ChBE Seminar Series: Mark Prausnitz
Tuesday, April 1, 2008
11:00 a.m.-12:00 p.m.
Room 2110 Chemical & Nuclear Engineering Bldg.
Professor Nam Sun Wang
Vaccination Using Microneedles
Presented by Mark Prausnitz
Although vaccines have become a cornerstone of public health over the past century, the conventional intramuscular route of delivery does not provide an optimal response. Alternate routes of vaccination that more closely mimic the natural portal of pathogen entry or target immune-responsive cells have been shown to produce more efficient and varied immune responses using lower vaccine doses. Motivated by these observations, immunization via the skin has received heightened attention, in large part due to the presence of Langerhans and dermal dendritic cells, which are powerful antigen-presenting cells residing in the skin.
To address the pain, variability and difficulty of intradermal administration via a fine-gauge needle, we and others have developed the use of microneedles as a transdermal vaccine delivery approach that should be a simpler and more cost-effective immunization method. Microneedles have been fabricated by adapting the tools of the microelectronics industry for inexpensive mass production. Microneedles typically measure hundreds of microns in length and are used as multi-needle arrays to (i) pierce the skin prior to application of a topical vaccine formulation, (ii) deposit antigen within the skin using microneedles coated with a vaccine formulation or (iii) inject vaccine into the skin through hollow microneedles. In this way, microneedles have been shown to deliver vaccines to animal models to elicit strong immune responses to a number of different antigens.

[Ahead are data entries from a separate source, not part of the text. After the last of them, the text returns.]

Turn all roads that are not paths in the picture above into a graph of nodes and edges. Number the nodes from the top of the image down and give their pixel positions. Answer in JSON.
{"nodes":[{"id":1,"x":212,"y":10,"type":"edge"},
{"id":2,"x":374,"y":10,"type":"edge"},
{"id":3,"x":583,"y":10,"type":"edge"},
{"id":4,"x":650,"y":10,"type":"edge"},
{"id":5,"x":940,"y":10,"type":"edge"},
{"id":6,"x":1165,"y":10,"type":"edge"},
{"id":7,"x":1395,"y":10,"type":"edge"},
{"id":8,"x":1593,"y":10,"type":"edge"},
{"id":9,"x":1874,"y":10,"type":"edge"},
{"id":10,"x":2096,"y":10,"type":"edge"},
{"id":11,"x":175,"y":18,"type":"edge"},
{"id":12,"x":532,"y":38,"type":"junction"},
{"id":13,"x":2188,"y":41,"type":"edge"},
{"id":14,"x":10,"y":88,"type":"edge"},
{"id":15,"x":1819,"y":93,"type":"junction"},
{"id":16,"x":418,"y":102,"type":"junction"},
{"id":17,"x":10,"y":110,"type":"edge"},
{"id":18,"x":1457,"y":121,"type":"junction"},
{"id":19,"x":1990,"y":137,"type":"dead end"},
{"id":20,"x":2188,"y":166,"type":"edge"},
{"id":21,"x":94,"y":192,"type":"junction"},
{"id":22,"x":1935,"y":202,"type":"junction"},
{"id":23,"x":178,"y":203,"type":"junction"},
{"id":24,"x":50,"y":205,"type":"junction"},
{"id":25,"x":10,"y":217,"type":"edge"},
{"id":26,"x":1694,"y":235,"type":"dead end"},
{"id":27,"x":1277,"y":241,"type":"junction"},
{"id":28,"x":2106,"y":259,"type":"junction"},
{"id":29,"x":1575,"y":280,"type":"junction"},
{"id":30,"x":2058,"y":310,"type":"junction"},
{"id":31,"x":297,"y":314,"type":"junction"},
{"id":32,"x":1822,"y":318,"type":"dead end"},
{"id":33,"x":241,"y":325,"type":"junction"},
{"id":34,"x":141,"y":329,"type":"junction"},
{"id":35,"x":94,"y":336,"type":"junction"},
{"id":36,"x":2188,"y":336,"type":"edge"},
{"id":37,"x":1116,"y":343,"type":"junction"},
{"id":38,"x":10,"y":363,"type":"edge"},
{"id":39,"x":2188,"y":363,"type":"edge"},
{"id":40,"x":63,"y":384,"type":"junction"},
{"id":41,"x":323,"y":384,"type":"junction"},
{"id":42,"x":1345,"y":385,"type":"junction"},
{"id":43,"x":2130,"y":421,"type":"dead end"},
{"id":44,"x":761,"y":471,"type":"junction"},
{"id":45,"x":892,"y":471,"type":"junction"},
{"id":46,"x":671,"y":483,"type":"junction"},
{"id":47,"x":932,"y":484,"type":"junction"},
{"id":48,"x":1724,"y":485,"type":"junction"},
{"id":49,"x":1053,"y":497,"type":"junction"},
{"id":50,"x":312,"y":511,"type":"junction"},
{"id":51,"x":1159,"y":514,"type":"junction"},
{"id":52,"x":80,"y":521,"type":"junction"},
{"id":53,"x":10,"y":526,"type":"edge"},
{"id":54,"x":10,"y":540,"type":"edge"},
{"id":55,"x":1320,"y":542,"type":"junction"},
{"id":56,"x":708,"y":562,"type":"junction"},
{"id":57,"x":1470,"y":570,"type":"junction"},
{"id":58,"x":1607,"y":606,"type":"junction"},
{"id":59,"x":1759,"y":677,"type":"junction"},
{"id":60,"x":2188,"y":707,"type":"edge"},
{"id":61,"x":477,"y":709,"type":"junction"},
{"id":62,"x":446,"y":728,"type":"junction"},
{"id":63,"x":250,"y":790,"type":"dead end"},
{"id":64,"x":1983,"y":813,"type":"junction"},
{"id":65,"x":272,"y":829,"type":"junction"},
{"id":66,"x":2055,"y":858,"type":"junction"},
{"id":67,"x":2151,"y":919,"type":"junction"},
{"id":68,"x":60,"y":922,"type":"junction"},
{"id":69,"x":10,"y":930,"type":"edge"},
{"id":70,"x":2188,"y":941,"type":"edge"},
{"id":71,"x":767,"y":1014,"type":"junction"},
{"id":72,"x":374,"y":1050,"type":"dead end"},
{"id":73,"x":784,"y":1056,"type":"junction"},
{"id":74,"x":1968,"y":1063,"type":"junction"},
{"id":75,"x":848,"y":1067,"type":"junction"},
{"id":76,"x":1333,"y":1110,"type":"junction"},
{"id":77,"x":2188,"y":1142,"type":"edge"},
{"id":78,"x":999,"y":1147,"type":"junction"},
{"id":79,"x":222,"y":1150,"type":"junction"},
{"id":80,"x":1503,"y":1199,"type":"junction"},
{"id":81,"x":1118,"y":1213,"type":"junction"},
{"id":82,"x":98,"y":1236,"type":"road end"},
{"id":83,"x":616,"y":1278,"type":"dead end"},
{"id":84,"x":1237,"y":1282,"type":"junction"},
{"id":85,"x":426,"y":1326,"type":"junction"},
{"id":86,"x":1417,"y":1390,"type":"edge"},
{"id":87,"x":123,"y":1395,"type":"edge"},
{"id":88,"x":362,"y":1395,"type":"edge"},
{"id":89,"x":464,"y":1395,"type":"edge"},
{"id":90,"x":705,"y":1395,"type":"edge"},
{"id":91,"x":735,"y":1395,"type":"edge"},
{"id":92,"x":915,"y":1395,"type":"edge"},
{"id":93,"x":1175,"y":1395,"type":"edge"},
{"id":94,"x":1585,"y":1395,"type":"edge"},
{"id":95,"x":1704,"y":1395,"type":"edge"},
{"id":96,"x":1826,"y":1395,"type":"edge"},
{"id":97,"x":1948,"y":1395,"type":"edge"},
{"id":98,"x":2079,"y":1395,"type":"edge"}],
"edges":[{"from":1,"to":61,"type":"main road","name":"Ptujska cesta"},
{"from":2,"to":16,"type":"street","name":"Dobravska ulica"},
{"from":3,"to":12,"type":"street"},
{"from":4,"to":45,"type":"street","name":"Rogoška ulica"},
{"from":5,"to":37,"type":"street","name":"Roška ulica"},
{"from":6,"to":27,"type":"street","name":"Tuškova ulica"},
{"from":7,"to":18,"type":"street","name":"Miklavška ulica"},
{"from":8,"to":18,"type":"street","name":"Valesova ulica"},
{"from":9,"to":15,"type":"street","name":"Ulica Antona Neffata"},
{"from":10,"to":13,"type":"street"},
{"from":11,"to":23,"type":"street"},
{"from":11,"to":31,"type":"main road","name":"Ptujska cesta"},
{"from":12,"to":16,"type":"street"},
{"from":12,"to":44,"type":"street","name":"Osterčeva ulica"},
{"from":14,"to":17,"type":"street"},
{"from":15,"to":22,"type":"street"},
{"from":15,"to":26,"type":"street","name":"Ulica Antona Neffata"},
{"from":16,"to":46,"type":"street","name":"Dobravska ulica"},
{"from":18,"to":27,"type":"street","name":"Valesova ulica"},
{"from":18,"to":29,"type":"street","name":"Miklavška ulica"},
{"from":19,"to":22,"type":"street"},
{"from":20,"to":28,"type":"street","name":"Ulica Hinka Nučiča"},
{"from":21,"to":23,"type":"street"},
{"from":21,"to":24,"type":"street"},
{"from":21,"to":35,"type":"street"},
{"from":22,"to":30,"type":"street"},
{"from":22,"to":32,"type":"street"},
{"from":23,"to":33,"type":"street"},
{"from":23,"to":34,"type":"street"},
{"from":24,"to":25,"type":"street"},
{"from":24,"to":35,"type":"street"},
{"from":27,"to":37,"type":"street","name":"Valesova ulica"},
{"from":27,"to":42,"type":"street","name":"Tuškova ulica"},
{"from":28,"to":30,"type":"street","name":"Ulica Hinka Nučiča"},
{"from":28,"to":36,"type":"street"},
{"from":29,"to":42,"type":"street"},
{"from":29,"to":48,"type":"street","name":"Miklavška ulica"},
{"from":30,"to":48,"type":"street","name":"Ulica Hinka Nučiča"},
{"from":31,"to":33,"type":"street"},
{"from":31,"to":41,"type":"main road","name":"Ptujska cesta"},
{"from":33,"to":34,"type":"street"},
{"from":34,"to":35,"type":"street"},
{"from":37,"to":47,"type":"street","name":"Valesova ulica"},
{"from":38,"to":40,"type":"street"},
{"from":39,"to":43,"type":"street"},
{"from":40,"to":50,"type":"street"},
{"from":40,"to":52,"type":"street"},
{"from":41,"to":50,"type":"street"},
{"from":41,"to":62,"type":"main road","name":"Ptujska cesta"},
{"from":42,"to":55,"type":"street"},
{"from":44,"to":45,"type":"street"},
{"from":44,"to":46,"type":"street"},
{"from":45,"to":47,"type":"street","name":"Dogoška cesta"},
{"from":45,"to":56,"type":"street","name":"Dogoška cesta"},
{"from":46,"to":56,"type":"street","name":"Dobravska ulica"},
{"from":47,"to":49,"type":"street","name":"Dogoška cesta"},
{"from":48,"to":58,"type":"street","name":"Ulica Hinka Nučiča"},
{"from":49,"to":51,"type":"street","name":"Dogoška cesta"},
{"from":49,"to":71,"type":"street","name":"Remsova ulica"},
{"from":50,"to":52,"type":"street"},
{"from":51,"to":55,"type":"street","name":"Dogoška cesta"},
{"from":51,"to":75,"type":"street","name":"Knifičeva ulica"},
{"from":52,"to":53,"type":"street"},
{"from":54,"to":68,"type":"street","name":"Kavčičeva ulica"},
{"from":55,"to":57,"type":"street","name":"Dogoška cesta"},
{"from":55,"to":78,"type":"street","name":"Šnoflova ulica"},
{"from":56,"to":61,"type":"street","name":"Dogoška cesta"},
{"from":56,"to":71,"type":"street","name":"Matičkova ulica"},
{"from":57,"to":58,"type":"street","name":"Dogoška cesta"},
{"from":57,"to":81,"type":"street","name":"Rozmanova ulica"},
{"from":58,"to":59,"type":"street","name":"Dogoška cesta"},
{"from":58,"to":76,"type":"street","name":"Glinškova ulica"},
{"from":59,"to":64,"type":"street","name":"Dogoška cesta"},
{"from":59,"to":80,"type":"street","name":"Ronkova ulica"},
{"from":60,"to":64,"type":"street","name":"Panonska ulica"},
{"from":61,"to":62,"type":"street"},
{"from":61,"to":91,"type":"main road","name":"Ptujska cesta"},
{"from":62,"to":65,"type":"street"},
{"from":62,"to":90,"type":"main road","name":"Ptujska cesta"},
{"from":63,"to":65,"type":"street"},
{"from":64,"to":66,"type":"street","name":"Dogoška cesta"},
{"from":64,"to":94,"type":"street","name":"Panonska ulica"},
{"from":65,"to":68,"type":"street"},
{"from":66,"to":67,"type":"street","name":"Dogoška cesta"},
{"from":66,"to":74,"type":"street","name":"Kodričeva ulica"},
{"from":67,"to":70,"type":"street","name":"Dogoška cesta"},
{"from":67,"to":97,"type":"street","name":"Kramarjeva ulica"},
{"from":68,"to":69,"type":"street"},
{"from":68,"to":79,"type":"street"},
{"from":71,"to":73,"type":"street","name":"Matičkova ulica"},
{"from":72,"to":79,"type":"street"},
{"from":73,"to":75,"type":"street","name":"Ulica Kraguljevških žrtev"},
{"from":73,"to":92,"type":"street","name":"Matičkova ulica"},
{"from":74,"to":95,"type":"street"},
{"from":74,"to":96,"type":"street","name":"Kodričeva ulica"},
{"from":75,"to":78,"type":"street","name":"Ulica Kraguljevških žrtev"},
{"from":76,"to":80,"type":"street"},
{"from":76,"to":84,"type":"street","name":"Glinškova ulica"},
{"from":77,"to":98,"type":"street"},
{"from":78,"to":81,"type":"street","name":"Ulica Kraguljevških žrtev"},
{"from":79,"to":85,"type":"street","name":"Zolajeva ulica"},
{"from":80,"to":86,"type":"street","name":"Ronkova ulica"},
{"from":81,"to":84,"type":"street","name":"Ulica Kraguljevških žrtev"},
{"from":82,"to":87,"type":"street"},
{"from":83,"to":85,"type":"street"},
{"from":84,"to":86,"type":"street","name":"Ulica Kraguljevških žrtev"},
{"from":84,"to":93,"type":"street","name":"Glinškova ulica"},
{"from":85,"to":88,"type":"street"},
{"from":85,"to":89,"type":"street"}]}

There are a number of reasons why microneedles offer a unique combination of advantages as a vaccine delivery platform, including the potential to be effective with a lower vaccine dose, provide low cost manufacturing, permit self-administration, facilitate safe disposal, allow storage at room temperature, and be amenable to rapid distribution. Overall, the expected efficacy, combined with a range of functional, cost, and patient compliance advantages suggest that vaccination using microneedles is a promising approach.
About the Speaker
Mark Prausnitz is Professor of Chemical and Biomedical Engineering and the Emerson-Lewis Faculty Fellow at the Georgia Institute of Technology. He has a B.S. (1988) from Stanford University and a Ph.D. (1994) from Massachusetts Institute of Technology. Dr. Prausnitz' research interests concern microneedles and other microfabricated devices for drug and vaccine delivery across the skin and into the eye, as well as novel uses of ultrasound and related physical phenomena to enhance and target intracellular delivery. Dr. Prausnitz has received the CAREER Young Investigator Award from the National Science Foundation; Young Investigator Award, Outstanding Pharmaceutical Paper Award and Outstanding Transdermal Drug Delivery Award from the Controlled Release Society; Curtis W. McGraw Research Award from the American Society for Engineering Education; and TR100 Young Innovator from Technology Review. He has published almost 100 research articles, holds 20 issued or pending patents, consults for a number of companies, and serves as an expert witness.